Mediators repeatedly projected their own rationality onto Palestinian leadership, assuming fear of domestic backlash explained positions actually rooted in worldview. Each new envoy rediscovered the same reality: no credible peace partner exists where jihad retains legitimacy and elections represent existential threats.

For Israel, the operational conclusion is clear: containment, deterrence, regional integration, and defensive strength are necessities, not preferences. October 7 ended the argument.

For the West, implications are equally stark. Repeating identical formulas while expecting different results constitutes self-deception. Supporting Palestinian civilians requires opposing Palestinian leadership indulgence.

Indicators of Breakage, Not Hope

Real systemic change would announce itself through behaviors threatening existing power structures. Cosmetic rebranding does not constitute genuine transformation.

Serious rupture would begin with Arabic-language messaging stating Israel is permanent, Jews are indigenous, partition is final, and violence failed. Such messages would appear repeatedly in schools, mosques, and media—not once in English for Western consumption.

Political behavior would follow: elections held despite electoral risk, opposition tolerated despite embarrassment, corruption prosecutions targeting the top, courts constraining executives, and security forces answering to law rather than faction.

In Gaza, that would mean actual disarmament—not rhetoric but monopoly of force. Hamas historically chooses jihad; deviation would be unmistakable.

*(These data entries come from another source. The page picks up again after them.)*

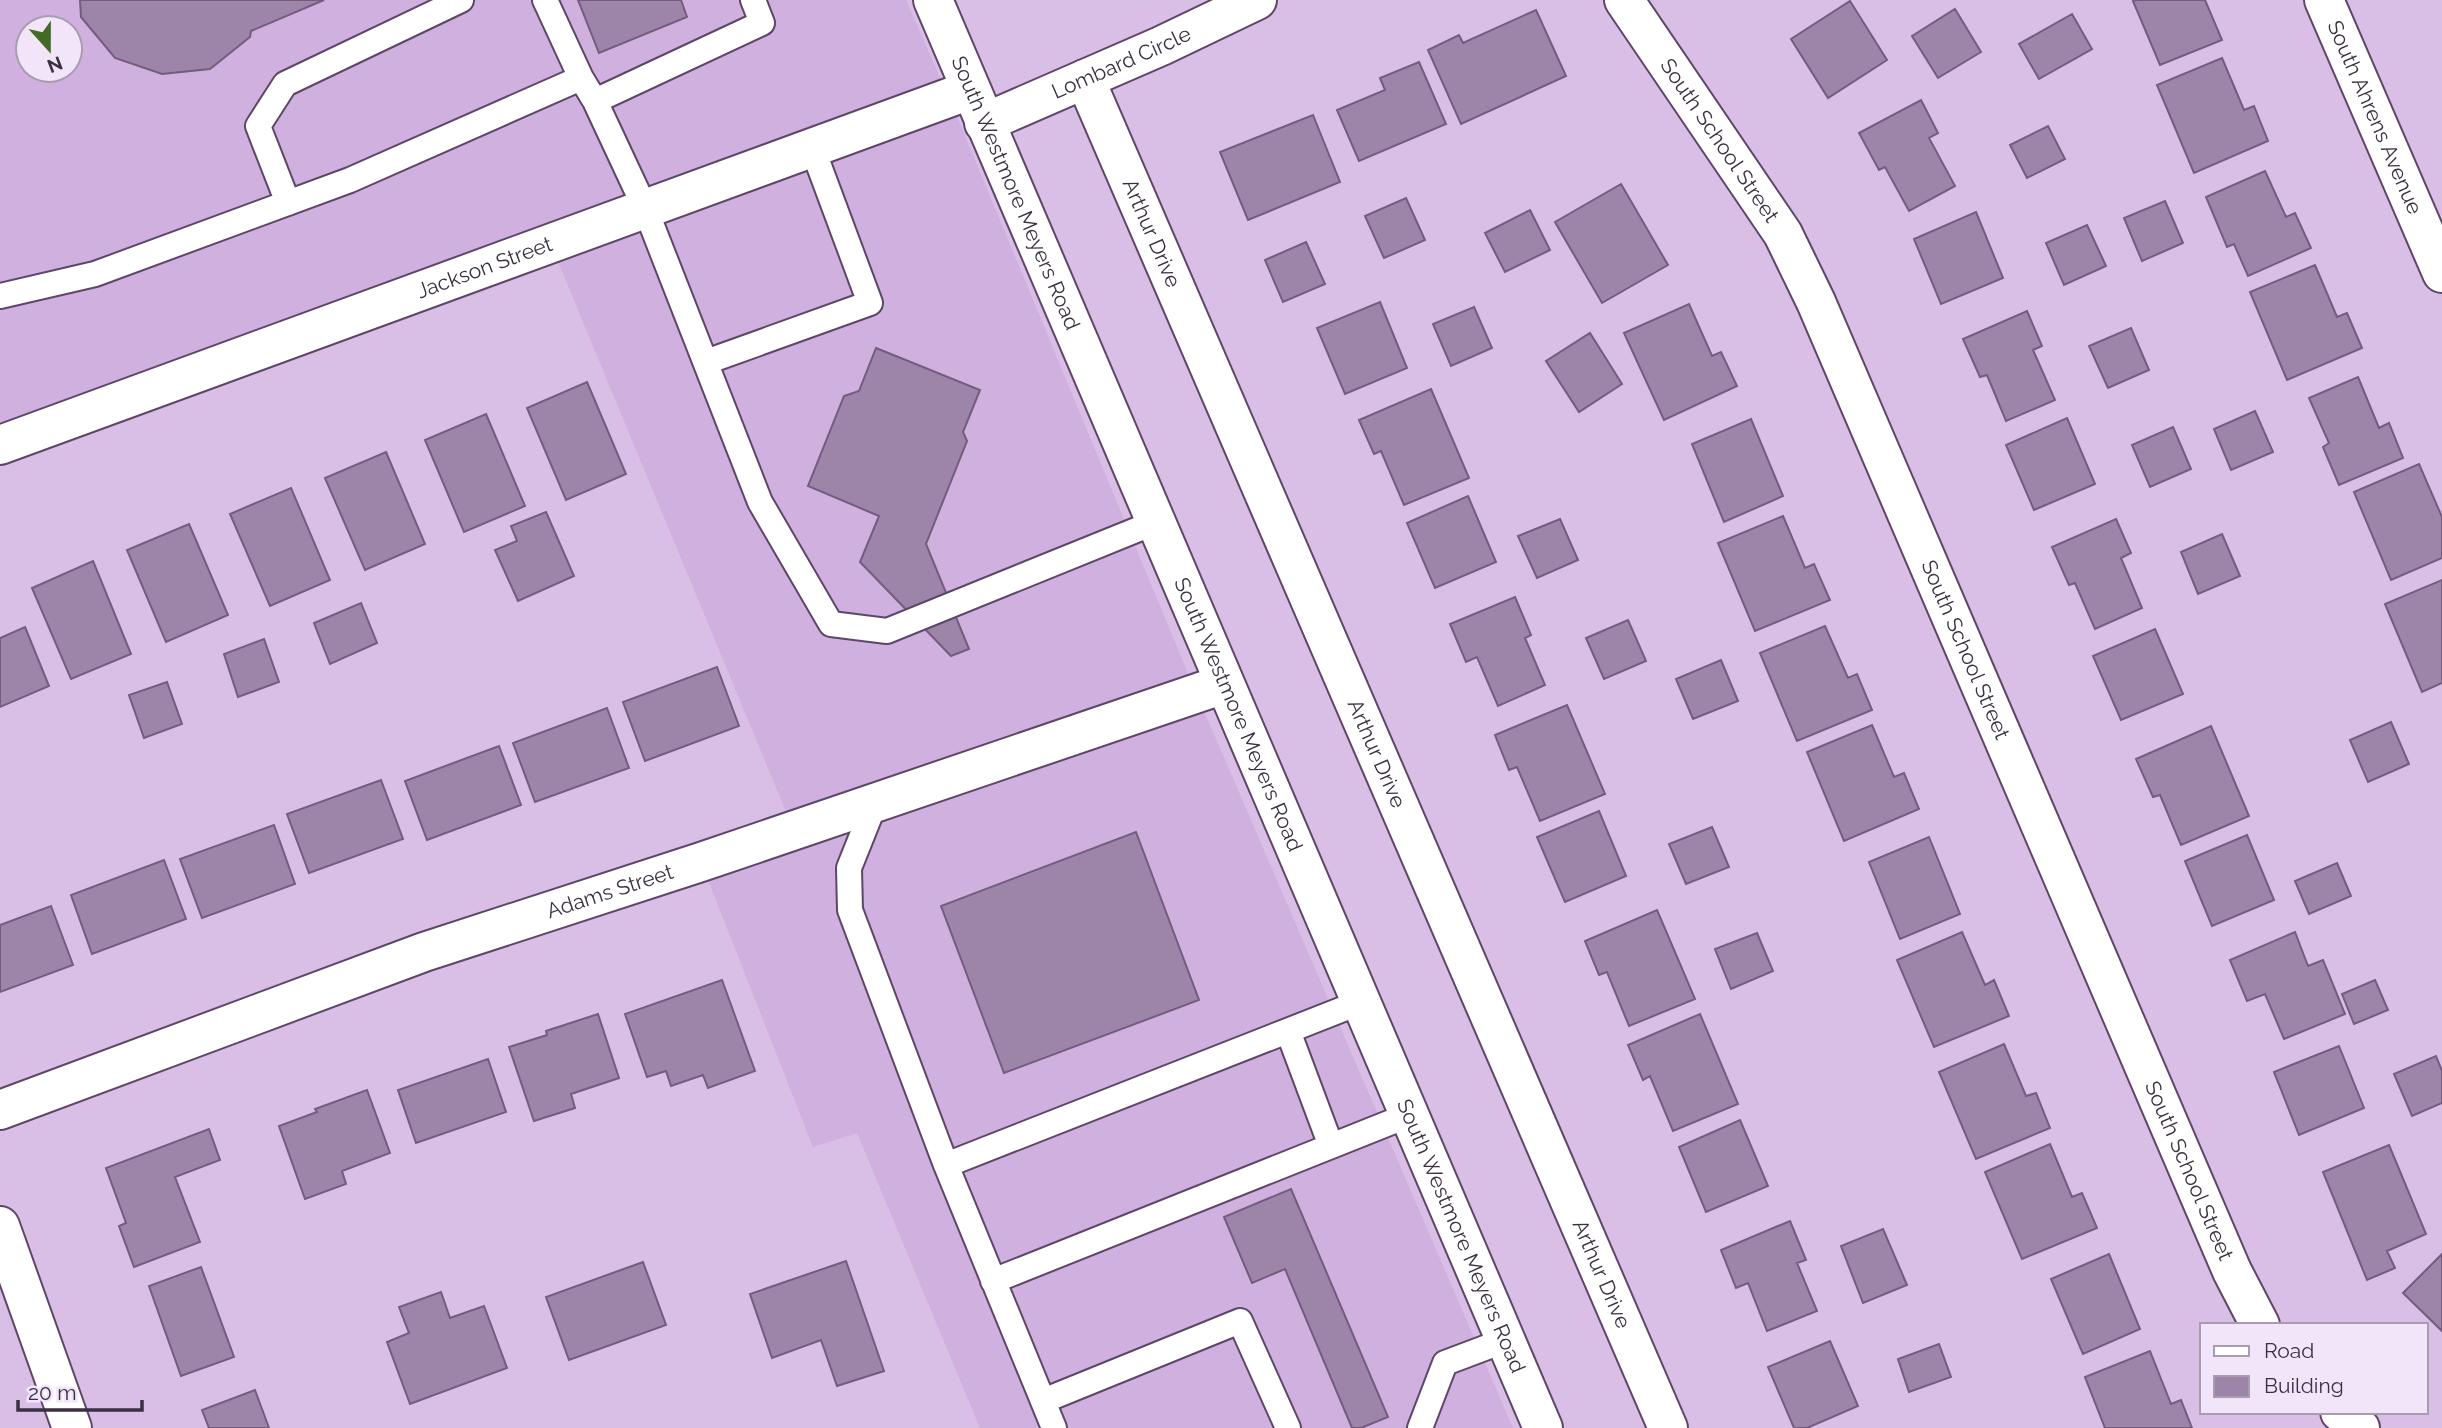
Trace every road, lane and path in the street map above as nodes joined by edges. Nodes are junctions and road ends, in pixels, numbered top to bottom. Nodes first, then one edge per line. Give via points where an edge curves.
1 (461, 0) edge
2 (545, 0) edge
3 (753, 0) edge
4 (933, 0) edge
5 (1257, 0) edge
6 (1624, 0) edge
7 (2324, 0) edge
8 (581, 78) junction
9 (1085, 79) junction
10 (595, 101) junction
11 (977, 106) junction
12 (813, 147) junction
13 (288, 203) junction
14 (645, 208) junction
15 (2442, 273) edge
16 (0, 296) edge
17 (706, 362) junction
18 (0, 444) edge
19 (1156, 523) junction
20 (1224, 684) junction
21 (876, 803) junction
22 (1361, 1002) junction
23 (1288, 1031) junction
24 (0, 1110) edge
25 (1409, 1115) junction
26 (1331, 1146) junction
27 (946, 1165) junction
28 (0, 1226) edge
29 (993, 1281) junction
30 (2259, 1323) edge
31 (1506, 1340) junction
32 (1043, 1401) junction
33 (2342, 1414) edge
34 (1285, 1427) edge
35 (72, 1428) edge
36 (1054, 1428) edge
37 (1420, 1428) edge
38 (1543, 1428) edge
39 (1668, 1428) edge
40 (2360, 1428) edge

1 - 13 lane via 285,84 258,126
2 - 8 lane
3 - 10 lane via 762,23
4 - 11 street, South Westmore Meyers Road
5 - 9 street, Lombard Circle
6 - 30 street, South School Street via 1783,234 1816,302 2232,1271
7 - 15 street, South Ahrens Avenue
8 - 10 lane
8 - 13 lane
9 - 11 street, Lombard Circle
9 - 39 street, Arthur Drive
10 - 14 lane
11 - 12 street, Jackson Street
11 - 19 street, South Westmore Meyers Road
12 - 14 street, Jackson Street
12 - 17 lane via 870,303
13 - 16 lane via 95,274
14 - 17 lane
14 - 18 street, Jackson Street
17 - 19 lane via 760,502 831,624 887,631
19 - 20 street, South Westmore Meyers Road
20 - 21 street, Adams Street
20 - 22 street, South Westmore Meyers Road
21 - 24 street, Adams Street via 425,951
21 - 27 lane via 849,868 850,910
22 - 23 lane
22 - 25 street, South Westmore Meyers Road
23 - 26 lane
23 - 27 lane
25 - 26 lane
25 - 31 street, South Westmore Meyers Road
26 - 29 lane
27 - 29 lane
28 - 35 street
29 - 32 lane
31 - 37 lane via 1445,1363
31 - 38 street, South Westmore Meyers Road
32 - 34 lane via 1240,1321
32 - 36 lane
33 - 40 street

Economic signals would show prosperity ceasing to be treason, cooperation with Israel framed as necessity, entrepreneurs protected rather than extorted, and aid dependency declining.

Civil society would breathe: journalists criticizing without disappearing, teachers instructing history without erasure, peace activists operating openly, and children learning chemistry without Jew-hatred prerequisites.

Violence would face honest confrontation—renounced entirely, not managed or rationalized.

Most telling: accountability for past failure. Palestinian leaders have never admitted error. Until that changes, unity deals, committees, and ceasefire agreements remain camouflage.

No evidence suggests such changes are imminent. Current leadership structures cannot initiate them. If change arrives, it comes through fracture—generational, institutional, or catastrophic—not negotiation.

Conclusion

The author acknowledges the humane impulse behind "what were they supposed to do?" but insists history operates through responsibility and agency rather than tragic inevitability.

Palestinian leadership made repeated, predictable choices narrowing futures available to their own people more substantially than any UN speech expanded them. This does not render all Palestinian civilians guilty, though it does not excuse those promoting the system.

Until the system is named honestly—as one selling struggle as destiny and paralysis as virtue—nothing substantively changes. Diplomacy, aid, peace plans, and slogans remain performative without foundational accountability.